I’ve been making a number of Hugo patches that I’ll be submitting soon. In the process, I noticed that RelURL claims to do something that it’s not.
In the docs (and comment in the code), it says
RelURL takes a given string and prepends the relative path according to a page’s position in the project directory structure.
However, it does no such thing. It’s obvious from the code, but just to make sure, I added code to a single.html template and looked at what was rendered. With this {{ "file.txt" | relURL }}
in the template, I get http://site.com/file.txt
no matter where the content file is in the hierarchy.

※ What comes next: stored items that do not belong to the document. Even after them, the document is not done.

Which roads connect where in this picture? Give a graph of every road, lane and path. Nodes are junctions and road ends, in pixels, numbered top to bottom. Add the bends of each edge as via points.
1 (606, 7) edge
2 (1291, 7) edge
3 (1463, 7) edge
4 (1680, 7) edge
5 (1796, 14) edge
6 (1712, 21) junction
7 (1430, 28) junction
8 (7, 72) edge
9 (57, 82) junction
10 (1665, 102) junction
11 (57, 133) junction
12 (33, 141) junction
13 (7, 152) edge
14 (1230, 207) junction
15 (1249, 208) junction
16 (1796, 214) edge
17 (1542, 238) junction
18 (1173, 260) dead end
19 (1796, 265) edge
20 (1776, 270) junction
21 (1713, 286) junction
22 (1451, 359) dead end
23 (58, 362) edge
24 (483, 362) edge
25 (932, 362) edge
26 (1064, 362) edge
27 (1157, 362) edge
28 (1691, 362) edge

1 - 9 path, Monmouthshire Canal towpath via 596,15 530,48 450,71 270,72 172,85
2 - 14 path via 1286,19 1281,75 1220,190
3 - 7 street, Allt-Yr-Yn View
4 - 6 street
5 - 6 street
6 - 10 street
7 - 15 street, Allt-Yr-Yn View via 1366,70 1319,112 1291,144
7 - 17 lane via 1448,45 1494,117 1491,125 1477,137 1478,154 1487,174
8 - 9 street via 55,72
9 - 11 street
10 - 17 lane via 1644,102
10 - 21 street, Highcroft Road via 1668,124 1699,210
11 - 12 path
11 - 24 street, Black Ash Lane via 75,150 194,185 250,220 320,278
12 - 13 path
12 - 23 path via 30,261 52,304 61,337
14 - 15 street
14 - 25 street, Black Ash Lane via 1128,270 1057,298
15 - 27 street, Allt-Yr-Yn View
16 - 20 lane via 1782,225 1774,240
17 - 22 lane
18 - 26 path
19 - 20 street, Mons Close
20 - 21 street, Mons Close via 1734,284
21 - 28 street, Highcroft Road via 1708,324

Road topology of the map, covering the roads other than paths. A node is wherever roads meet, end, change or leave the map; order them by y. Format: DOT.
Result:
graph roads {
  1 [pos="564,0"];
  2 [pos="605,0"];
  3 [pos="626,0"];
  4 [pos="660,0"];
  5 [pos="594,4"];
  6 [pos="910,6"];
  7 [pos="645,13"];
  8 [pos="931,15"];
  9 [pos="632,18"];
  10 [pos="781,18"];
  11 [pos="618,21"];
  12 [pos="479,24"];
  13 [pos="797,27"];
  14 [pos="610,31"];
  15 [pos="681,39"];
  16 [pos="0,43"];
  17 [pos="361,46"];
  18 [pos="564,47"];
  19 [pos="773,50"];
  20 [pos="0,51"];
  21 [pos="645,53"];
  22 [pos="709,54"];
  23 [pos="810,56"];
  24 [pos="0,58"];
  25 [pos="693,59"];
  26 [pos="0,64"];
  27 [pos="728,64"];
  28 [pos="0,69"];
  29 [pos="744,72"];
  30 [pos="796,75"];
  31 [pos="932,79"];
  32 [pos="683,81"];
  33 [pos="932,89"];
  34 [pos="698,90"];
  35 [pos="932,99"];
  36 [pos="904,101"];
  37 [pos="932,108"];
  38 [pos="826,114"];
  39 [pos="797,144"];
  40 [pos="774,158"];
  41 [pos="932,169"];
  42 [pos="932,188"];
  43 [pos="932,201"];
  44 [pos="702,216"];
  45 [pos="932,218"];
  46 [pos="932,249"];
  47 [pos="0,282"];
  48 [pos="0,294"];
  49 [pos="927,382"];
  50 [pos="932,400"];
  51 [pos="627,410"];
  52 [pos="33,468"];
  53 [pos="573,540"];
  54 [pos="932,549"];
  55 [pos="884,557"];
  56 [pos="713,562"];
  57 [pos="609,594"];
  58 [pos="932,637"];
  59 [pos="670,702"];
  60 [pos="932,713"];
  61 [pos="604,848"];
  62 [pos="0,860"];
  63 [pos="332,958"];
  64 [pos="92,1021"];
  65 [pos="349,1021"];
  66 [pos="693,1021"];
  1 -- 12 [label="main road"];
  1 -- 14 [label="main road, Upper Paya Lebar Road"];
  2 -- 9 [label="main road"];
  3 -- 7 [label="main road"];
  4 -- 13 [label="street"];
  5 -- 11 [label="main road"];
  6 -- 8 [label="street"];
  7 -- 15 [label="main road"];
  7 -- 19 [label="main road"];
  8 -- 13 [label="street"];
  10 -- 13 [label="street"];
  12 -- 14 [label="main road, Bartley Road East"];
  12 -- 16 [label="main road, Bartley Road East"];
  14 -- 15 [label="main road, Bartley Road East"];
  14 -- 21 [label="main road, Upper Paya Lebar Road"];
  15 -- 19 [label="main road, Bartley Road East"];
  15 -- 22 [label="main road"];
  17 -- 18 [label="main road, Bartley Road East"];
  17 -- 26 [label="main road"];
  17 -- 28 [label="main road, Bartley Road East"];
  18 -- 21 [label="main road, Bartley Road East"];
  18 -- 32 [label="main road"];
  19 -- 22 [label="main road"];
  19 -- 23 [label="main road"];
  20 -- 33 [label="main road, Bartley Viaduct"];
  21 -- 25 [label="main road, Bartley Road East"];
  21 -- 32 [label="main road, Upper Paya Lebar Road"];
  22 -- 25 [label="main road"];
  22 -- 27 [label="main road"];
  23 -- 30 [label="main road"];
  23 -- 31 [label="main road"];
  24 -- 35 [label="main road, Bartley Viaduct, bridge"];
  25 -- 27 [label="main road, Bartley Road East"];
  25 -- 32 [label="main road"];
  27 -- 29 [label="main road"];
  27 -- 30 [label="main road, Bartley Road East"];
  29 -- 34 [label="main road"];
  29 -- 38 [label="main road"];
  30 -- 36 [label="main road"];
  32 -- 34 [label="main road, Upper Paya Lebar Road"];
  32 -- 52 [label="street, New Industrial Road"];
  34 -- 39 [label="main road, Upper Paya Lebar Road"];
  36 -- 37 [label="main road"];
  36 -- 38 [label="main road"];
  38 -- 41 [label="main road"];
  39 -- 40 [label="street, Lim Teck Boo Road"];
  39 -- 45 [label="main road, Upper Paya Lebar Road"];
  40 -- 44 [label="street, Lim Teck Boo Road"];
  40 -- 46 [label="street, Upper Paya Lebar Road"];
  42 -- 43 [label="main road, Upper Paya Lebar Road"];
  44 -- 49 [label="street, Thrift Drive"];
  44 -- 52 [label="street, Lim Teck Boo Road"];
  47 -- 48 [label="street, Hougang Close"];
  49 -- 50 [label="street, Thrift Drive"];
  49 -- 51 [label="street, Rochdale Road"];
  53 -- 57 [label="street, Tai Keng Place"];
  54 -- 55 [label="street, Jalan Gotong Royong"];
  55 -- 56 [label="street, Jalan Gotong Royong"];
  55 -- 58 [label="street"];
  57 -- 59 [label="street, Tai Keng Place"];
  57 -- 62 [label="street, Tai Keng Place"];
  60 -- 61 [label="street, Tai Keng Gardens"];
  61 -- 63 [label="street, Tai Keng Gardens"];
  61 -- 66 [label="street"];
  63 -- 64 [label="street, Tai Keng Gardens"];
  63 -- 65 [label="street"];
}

This is what it actually does - if the path is not prefixed with scheme+host (absolute path), or it’s not prefixed with “/”, then it acts as if it’s prefixed with “/”. It prefixes the language code if that’s needed, and then it prefixes the link with a “/” if one was missing. All the tests reflect this, and while you could say it’s meeting spec, I get the feeling the tests were written to make them pass, not against the spec of RelUrl as commented in the code or in the Hugo documentation.
This is also true for AbsUrl, relLangURL, and AbsLangURL. I imagine that layout creators just fiddle with things until they work.
I think it would be nifty if it actually worked as advertised. Yes, the documentation could be updated to reflect reality, but that would be less useful. However.
I bring this up because this would be a breaking change - suddenly, relative URLs would give real paths. Since I’ve noticed that layout creators are lazy (giving relative urls like “post” instead of path-absolute-URLs like “/posts”), if fixed, this would probably break a lot of themes.
There’s another approach, which I will mock up in a patch, and that’s to deprecate all these broken template functions in lieu of just “url” and “langURL”. These would do the right thing, and the documentation would be changed to note that the other ones really don’t do what they advertise.